C - Why is a fixed size array performing much slower than a dynamically allocated array?

Question

I have a csv with over 4M lines that I'm loading into an array.

csv: EURUSD,20010102,230100,0.9507,0.9507,0.9507,0.9507,4

This operation takes about 3.5 minutes.

... typedef struct Rates_t { char open[7]; char high[7]; char low[7]; char close[7]; } Rates_t; void Substr(char *src, char **dst, int start, int length) { char *ptr1 = *dst; char *ptr2 = src+start; int i; for (i = 0; i < length; i++) { *(ptr1 + i) = *(ptr2 + i); } (*dst)[length] = '\0'; } void FillRates(char *tmp, char *price) { Substr(tmp, &price, 0, 6); } bool BacktestServer() { ... Rates_t r = { {0}, {0}, {0}, {0} }; Rates_t *rates = &r; rates = (Rates_t *) malloc(sizeof(Rates_t)); FILE *f; if (!(f = fopen("EURUSD.txt", "r"))) { fprintf(stderr, "Unable to open 'EURUSD.txt' for reading.\n"); exit(1); } ... while (fgets(line, 72, f)) { tmp = line; for (skip = 0; skip < 3; skip++) { tmp = strchr(tmp, ','); tmp++; } sz += sizeof(Rates_t); rates = (Rates_t *) realloc(rates, sz); FillRates(tmp, rates[i].open); tmp = strchr(tmp, ','); tmp++; FillRates(tmp, rates[i].high); tmp = strchr(tmp, ','); tmp++; FillRates(tmp, rates[i].low); tmp = strchr(tmp, ','); tmp++; FillRates(tmp, rates[i].close); i++; free(line); line = NULL; line = (char *) malloc(72 * sizeof(char)); } ... }

This takes about 1 minute.

... typedef struct Rates_t { char *open; char *high; char *low; char *close; } Rates_t; void Substr(char *src, char **dst, int start, int length) { char *ptr1 = *dst; char *ptr2 = src+start; int i; for (i = 0; i < length; i++) { *(ptr1 + i) = *(ptr2 + i); } (*dst)[length] = '\0'; } void FillRates(char *tmp, char *price) { Substr(tmp, &price, 0, 6); } bool BacktestServer() { ... Rates_t r = { NULL, NULL, NULL, NULL }; Rates_t *rates = &r; rates = (Rates_t *) malloc(sizeof(Rates_t)); FILE *f; if (!(f = fopen("EURUSD.txt", "r"))) { fprintf(stderr, "Unable to open 'EURUSD.txt' for reading.\n"); exit(1); } ... while (fgets(line, 72, f)) { tmp = line; for (skip = 0; skip < 3; skip++) { tmp = strchr(tmp, ','); tmp++; } sz += sizeof(Rates_t); rates = (Rates_t *) realloc(rates, sz); rates[i].open = (char *) malloc(7 * sizeof(char)); FillRates(tmp, rates[i].open); tmp = strchr(tmp, ','); tmp++; rates[i].high = (char *) malloc(7 * sizeof(char)); FillRates(tmp, rates[i].high); tmp = strchr(tmp, ','); tmp++; rates[i].low = (char *) malloc(7 * sizeof(char)); FillRates(tmp, rates[i].low); tmp = strchr(tmp, ','); tmp++; rates[i].close = (char *) malloc(7 * sizeof(char)); FillRates(tmp, rates[i].close); i++; free(line); line = NULL; line = (char *) malloc(72 * sizeof(char)); } ... }

Using either memcpy or snprintf, the program will be a few seconds longer.

void Substr(char *src, char **dst, int start, int length) { memcpy(*dst, src+start, length); (*dst)[length] = '\0'; } void Substr(char *src, char **dst, int start, int length) { snprintf(*dst, length + 1, "%s", src+start); (*dst)[length] = '\0'; }

From the consensus online, the static array should be faster than the dynamic array.

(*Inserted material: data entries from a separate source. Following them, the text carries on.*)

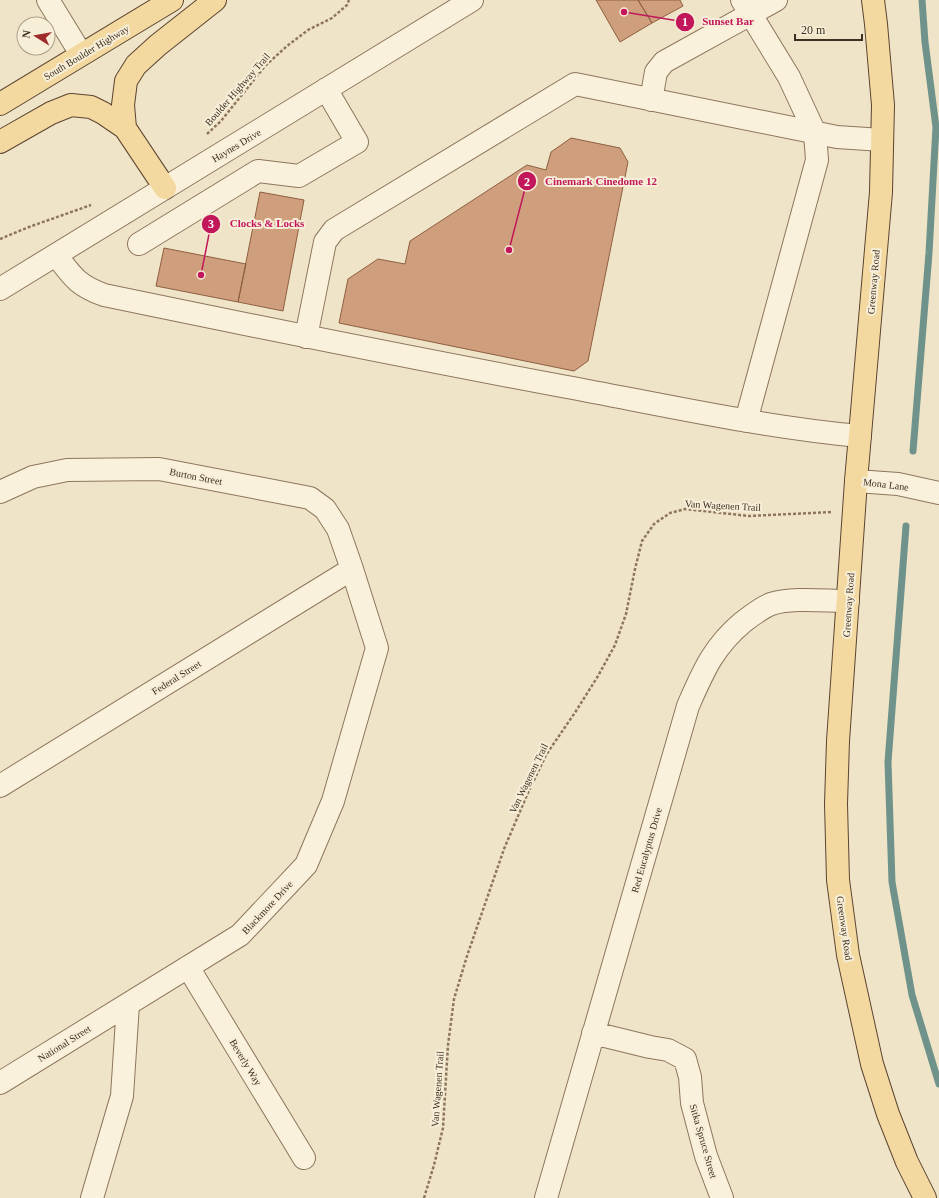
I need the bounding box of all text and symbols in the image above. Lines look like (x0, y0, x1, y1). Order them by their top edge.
callout: Sunset Bar (675, 10, 762, 33)
text: 1 (682, 15, 688, 29)
text: Sunset Bar (702, 15, 754, 27)
north arrow (16, 16, 56, 56)
scale bar (795, 16, 862, 42)
street label: South Boulder Highway (42, 23, 131, 82)
text: 20 m (801, 23, 826, 37)
text: N (20, 29, 33, 39)
street label: Boulder Highway Trail (203, 51, 272, 128)
street label: Haynes Drive (210, 126, 263, 164)
callout: Cinemark Cinedome 12 (517, 170, 665, 193)
text: 2 (524, 175, 530, 189)
text: Cinemark Cinedome 12 (545, 175, 657, 187)
callout: Clocks & Locks (201, 212, 312, 235)
text: 3 (208, 217, 214, 231)
text: Clocks & Locks (230, 217, 305, 229)
street label: Greenway Road (865, 249, 882, 315)
street label: Burton Street (169, 466, 223, 487)
street label: Mona Lane (863, 476, 910, 493)
street label: Van Wagenen Trail (685, 498, 762, 513)
street label: Greenway Road (841, 572, 856, 638)
street label: Federal Street (150, 658, 203, 697)
street label: Van Wagenen Trail (507, 741, 550, 815)
street label: Red Eucalyptus Drive (629, 806, 664, 894)
street label: Blackmore Drive (240, 878, 295, 936)
street label: Greenway Road (835, 895, 854, 961)
street label: National Street (36, 1023, 93, 1064)
street label: Beverly Way (227, 1037, 264, 1087)
street label: Van Wagenen Trail (429, 1050, 446, 1127)
street label: Sitka Spruce Street (688, 1103, 719, 1180)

If anyone needs more information I'll edit the post to that effect.

UPDATE:

I increased the allocation to not 2 as suggested but 4096 and I'm still getting the same results for the dynamic array version, about a minute or less. The static array version has decreased to about 2.75 minutes.

The initial allocation:

int sz = 256 * sizeof(Rates_t); rates = (Rates_t *) malloc(sz);

The reallocation:

if (realloc_count == 256) { sz += 256 * sizeof(Rates_t); rates = (Rates_t *) realloc(rates, sz); realloc_count = 0; } realloc_count++;

I am on a 64-bit Windows machine but I compile 32-bit programs via cygwin gcc. On the other hand, on 64-bit Linux in a VM, the speeds are obviously significantly less, but the speeds are reversed. The dynamically allocated version takes longer than the static version. On Linux, dynamic memory = ~20-30 seconds, static = ~15 seconds. On Linux @1, 2, 256, 4096 or 524,288 there was little to no change in speed. When I increased the allocation to 524,288 on cygwin, I get ~6 seconds for static allocation and ~8 seconds for dynamic allocation.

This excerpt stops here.